Approaching Algorithmic Media Analysis in the Humanities: An Experimental Testbed
July 18, 2013, 08:30 | Short Paper, Embassy Regents F
With all of the growth and advancement in text analysis and visualization over the past several years [1] , more attention is being paid both to analyzing Humanities data as well as to exploring the relationship the interpretive mind of the Humanist has with the quantitative evidence gathered by machines. Recently, Steve Ramsay has called for more attentive development of an “algorithmic criticism” for literary analysis, where a reader uses computers to reveal patterns not easily evident or retrievable without the computational power a machine can offer (34). The key for Ramsay, however, is that the computer itself struggles with interpretation, and it behooves the literary critic to read the patterns as one might read a text to find meaning rather than rely on the data as a sort of factual proof of any Humanistic argument. And while, as Ramsay has pointed out, this sort of computational reading is not without conceptual or methodological obstacles (not to mention the technical ones that new tools, projects, and ideas constantly encounter), there is enormous value in “allow[ing] computer-assisted criticism to be situated within the broader context of literary study” (13). In fields ranging from literary studies (consider Franco Moretti’s concept of distant reading) to computer science (such as Ben Shneiderman’s work on information visualization) to predictive cultural analysis (exemplified in today’s popular culture by Nate Silver and his arguments for more work in computer modeling of complex systems), the act of harnessing the power of algorithms to help read “text” demonstrates how vital it is for the digital humanities to avoid the pitfalls that come from crunching words without an ability to also understand them.
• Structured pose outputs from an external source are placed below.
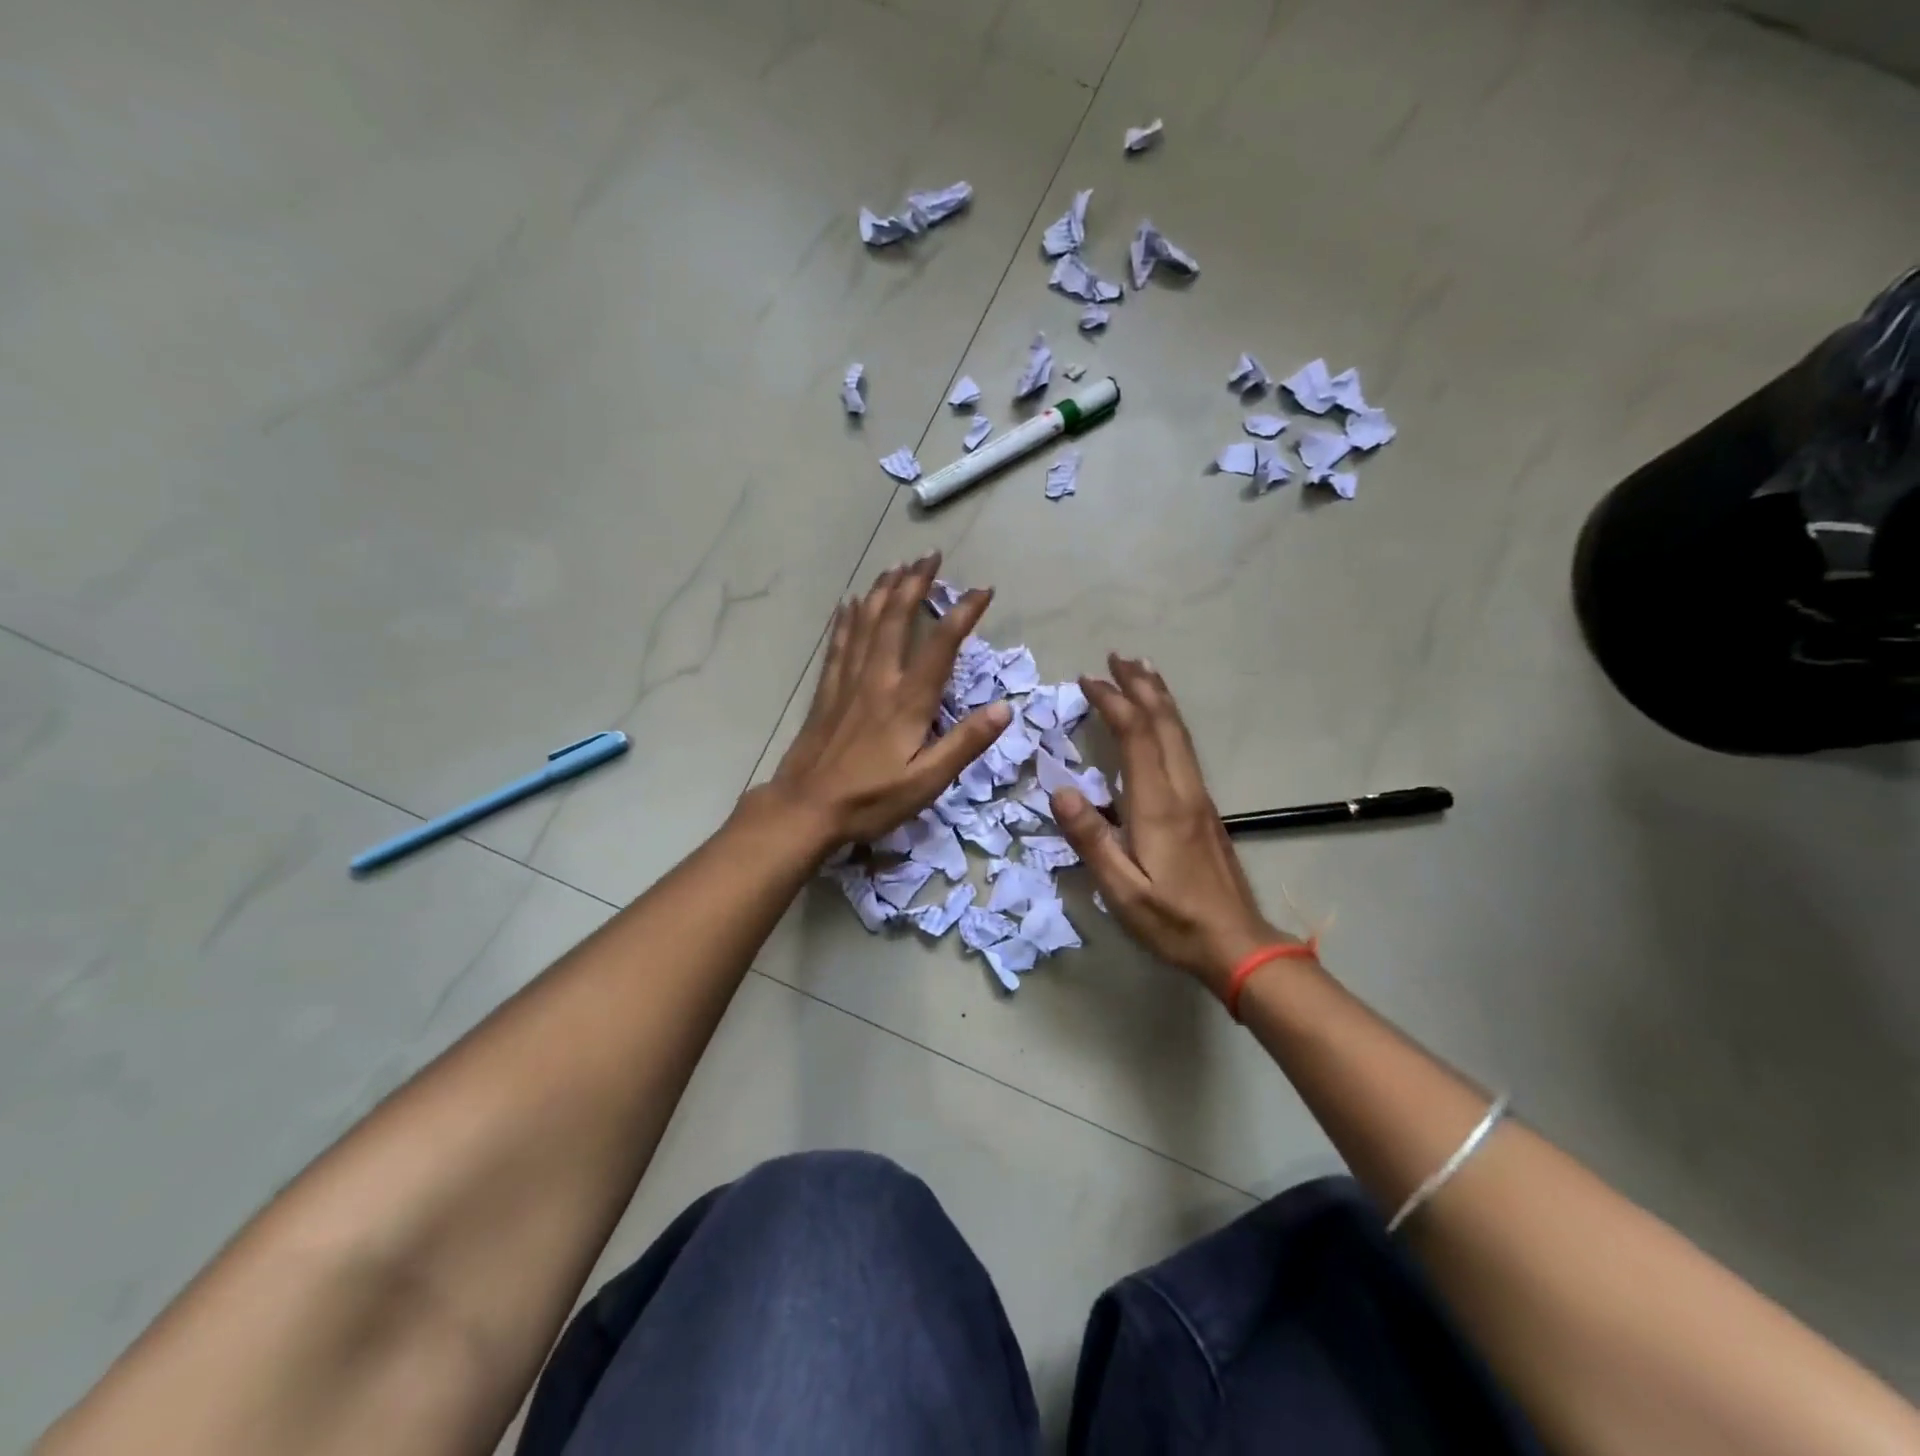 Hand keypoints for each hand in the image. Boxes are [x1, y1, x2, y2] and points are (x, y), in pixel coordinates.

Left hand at [766, 554, 1008, 847]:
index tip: (982, 590)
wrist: (805, 809)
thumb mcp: (928, 782)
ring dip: (882, 591)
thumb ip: (965, 743)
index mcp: (907, 701)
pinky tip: (849, 603)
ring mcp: (847, 683)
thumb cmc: (871, 800)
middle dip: (915, 584)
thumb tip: (1005, 708)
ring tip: (896, 565)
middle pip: (896, 620)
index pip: (940, 646)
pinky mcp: (826, 692)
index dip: (963, 614)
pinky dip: (846, 619)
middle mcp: (877, 681)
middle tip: (929, 556)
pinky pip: (838, 644)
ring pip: (865, 623)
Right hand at [1050, 655, 1295, 996]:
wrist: (1237, 942)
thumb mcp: (1121, 889)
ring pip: (1179, 733)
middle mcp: (1183, 789)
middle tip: (1117, 656)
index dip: (1113, 701)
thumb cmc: (1173, 919)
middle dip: (1140, 685)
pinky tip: (1161, 723)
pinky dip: (1169, 722)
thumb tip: (1059, 790)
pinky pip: (1185, 748)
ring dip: (1159, 697)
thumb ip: (1091, 839)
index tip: (1087, 680)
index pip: (1136, 735)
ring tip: (1142, 671)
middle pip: (1164, 722)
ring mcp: (1199, 797)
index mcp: (1159, 804)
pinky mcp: (1205, 809)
It’s our contention that something is often missing from the conversation, however—algorithmic media analysis. If Digital Humanists want to more fully make sense of the relationship between meaning and computation, investigating quantitative reading of media is a far too under developed endeavour. The immediate initial reaction is often one of skepticism—after all, even when focusing solely on textual data, computer-assisted analysis is making strides but is still in its infancy in terms of being able to offer patterns to read that move beyond linguistic models or sentiment analysis. Yet outside of the Digital Humanities an ever-growing number of projects and computational tools from big names in “big data” are exploring the application of traditional text analysis approaches within a wider variety of media, ultimately allowing researchers to discover how multimedia might aid in the evolution of tools and paradigms for making more of quantitative analysis, [2] and we see an algorithmic approach from the Humanistic perspective a significant complement to what might be happening in the commercial enterprise R&D labs.
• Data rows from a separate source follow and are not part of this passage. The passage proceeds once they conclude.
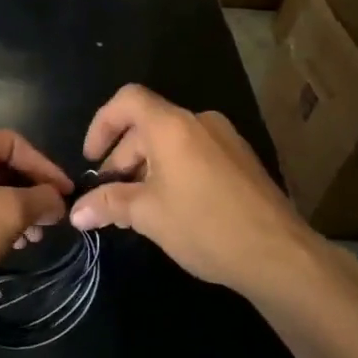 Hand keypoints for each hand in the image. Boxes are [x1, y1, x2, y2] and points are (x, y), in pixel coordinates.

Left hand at [0, 131, 73, 317]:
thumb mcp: (8, 213)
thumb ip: (41, 200)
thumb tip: (58, 201)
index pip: (15, 143)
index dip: (45, 167)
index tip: (66, 193)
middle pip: (2, 167)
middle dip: (31, 193)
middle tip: (52, 219)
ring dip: (17, 211)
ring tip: (34, 238)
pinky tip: (12, 246)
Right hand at [69, 85, 314, 291]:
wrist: (281, 256)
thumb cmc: (205, 226)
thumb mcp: (148, 215)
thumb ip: (108, 204)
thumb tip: (76, 212)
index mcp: (172, 126)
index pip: (127, 100)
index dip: (101, 123)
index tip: (91, 159)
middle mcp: (200, 122)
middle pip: (148, 124)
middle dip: (122, 157)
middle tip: (111, 195)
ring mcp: (226, 140)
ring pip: (172, 141)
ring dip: (147, 167)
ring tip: (139, 206)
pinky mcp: (242, 161)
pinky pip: (196, 154)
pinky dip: (174, 171)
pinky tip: (173, 208) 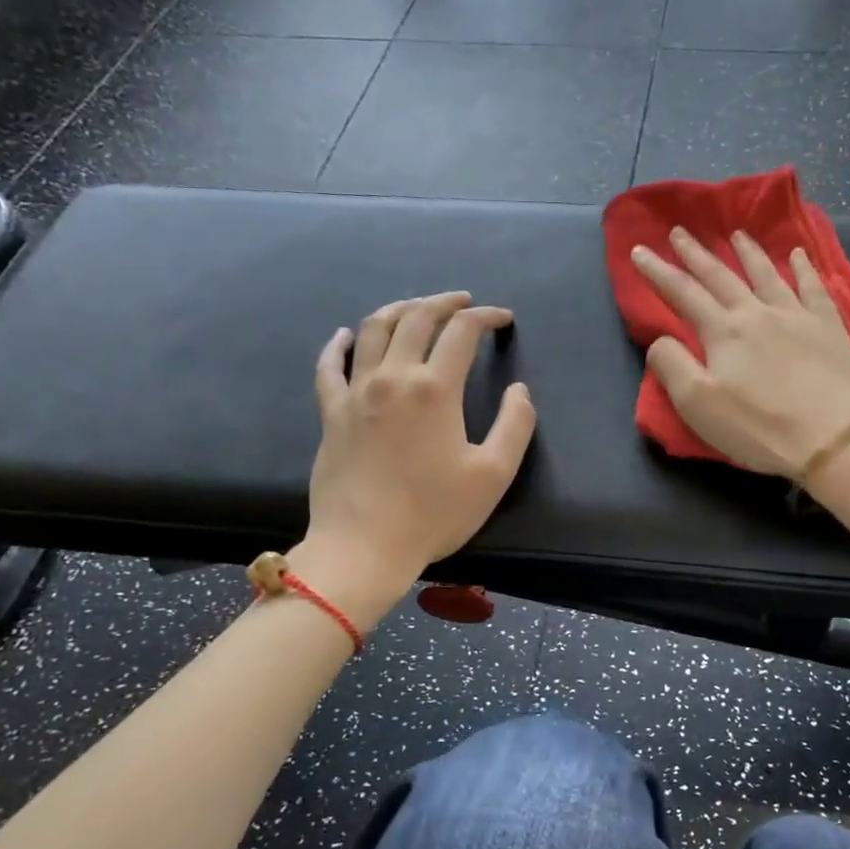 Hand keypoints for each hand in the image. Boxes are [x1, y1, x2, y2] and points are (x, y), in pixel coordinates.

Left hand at [296, 292, 535, 616]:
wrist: (364, 546)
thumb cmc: (434, 512)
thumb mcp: (493, 474)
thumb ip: (516, 425)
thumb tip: (520, 391)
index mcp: (435, 389)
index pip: (462, 332)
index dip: (486, 317)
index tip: (503, 320)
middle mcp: (393, 377)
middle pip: (416, 318)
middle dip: (444, 302)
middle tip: (464, 302)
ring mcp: (356, 392)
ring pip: (373, 330)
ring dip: (399, 309)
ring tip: (417, 307)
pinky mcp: (331, 412)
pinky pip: (330, 366)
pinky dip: (338, 344)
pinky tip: (346, 335)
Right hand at [630, 226, 849, 479]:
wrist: (833, 437)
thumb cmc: (759, 427)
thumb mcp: (698, 405)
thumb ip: (672, 366)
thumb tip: (660, 339)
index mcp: (723, 332)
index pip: (682, 293)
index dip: (658, 271)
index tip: (639, 250)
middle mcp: (757, 313)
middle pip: (721, 276)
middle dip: (696, 253)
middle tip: (680, 231)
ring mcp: (797, 316)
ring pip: (767, 274)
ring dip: (748, 252)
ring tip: (736, 233)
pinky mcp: (830, 327)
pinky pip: (814, 287)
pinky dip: (804, 268)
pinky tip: (799, 254)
Of course, we’re not in any way claiming that no work on machine-based analysis of multimedia data has ever taken place in the Humanities; quite the opposite, actually. There has always been a small but steady attention paid to how digital humanists might utilize new models for computationally approaching complex textual narratives, semantic relationships, image corpora, audio, and other such media [3] ; we might look to the work ongoing at the University of California, San Diego’s Software Studies Initiative (such as their “FilmHistory.viz” project generated with the CineMetrics software tools); Lev Manovich’s recent writings on visualization of visual media; the ShotLogger project, and Jason Mittell’s media studies theories of what he calls complex television. But nothing has ever taken off in the way that text analysis has recently, so a question arises; how might the digital humanist more fully embrace multimedia modes of expression as a valid, if not even more informative, subject of algorithmic criticism? What would, for example, a text analysis model for video look like, and might a quantitative approach to something like television or film yield a better understanding of some core Humanistic concepts such as story, character, or emotion? What sorts of quantitative analysis models might we apply to a medium such as television as a gateway for a deeper understanding of humanistic inquiry? And how useful might those models be, given some of the fundamental differences between text or language and newer communicative media of the past century?
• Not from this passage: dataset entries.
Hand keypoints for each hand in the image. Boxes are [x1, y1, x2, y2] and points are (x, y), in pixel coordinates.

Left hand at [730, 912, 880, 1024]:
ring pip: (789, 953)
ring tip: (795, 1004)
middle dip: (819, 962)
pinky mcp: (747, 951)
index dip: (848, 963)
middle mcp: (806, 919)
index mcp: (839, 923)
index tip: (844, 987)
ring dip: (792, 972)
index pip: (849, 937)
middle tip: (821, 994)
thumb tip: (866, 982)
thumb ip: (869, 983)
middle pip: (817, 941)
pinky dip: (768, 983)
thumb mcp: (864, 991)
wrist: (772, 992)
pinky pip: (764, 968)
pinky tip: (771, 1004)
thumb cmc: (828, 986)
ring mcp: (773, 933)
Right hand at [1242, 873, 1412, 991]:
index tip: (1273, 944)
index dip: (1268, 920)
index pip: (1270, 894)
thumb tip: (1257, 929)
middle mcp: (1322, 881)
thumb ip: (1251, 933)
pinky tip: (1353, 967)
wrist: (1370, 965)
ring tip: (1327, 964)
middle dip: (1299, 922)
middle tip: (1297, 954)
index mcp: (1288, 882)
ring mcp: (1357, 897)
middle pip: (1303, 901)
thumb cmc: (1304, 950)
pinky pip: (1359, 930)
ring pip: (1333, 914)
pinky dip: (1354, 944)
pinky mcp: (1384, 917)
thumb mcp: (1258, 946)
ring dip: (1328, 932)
In this short presentation, I will lay out this conceptual conversation and demonstrate some of this historical work that exists as examples of attempts to develop analytical tools for quantitative media reading. We are excited about how we might design our experiments to expand the realm that quantitative analysis of video might explore. I will then offer some of the initial trials we are undertaking to explore more robust approaches to an algorithmic criticism of multimedia within the digital humanities. Our preliminary trials are designed to explore what sorts of tools and visualizations might be truly useful for something as complex as a television episode or feature film. For example, whereas a digitized text might have only words to offer, a digital video object will have a text (the transcript), an audio stream (which may overlap with the text but which also includes points of analysis such as intensity, tone, pitch, speed, background music, ambient noise, etc.), and a linear sequence of images (which may be analyzed separately or in relation to other frames). Our various proof of concept models place all of these modes of information in conversation with each other, and we will begin to theorize the types of things that humanists might glean from further development of our initial experiments. For example, we look at what sorts of patterns might arise, from a visualization of a script placed in juxtaposition with a spectrogram of the audio track; how might the spatial and temporal difference between pixel color from one frame to the next as it might relate to a motion analysis.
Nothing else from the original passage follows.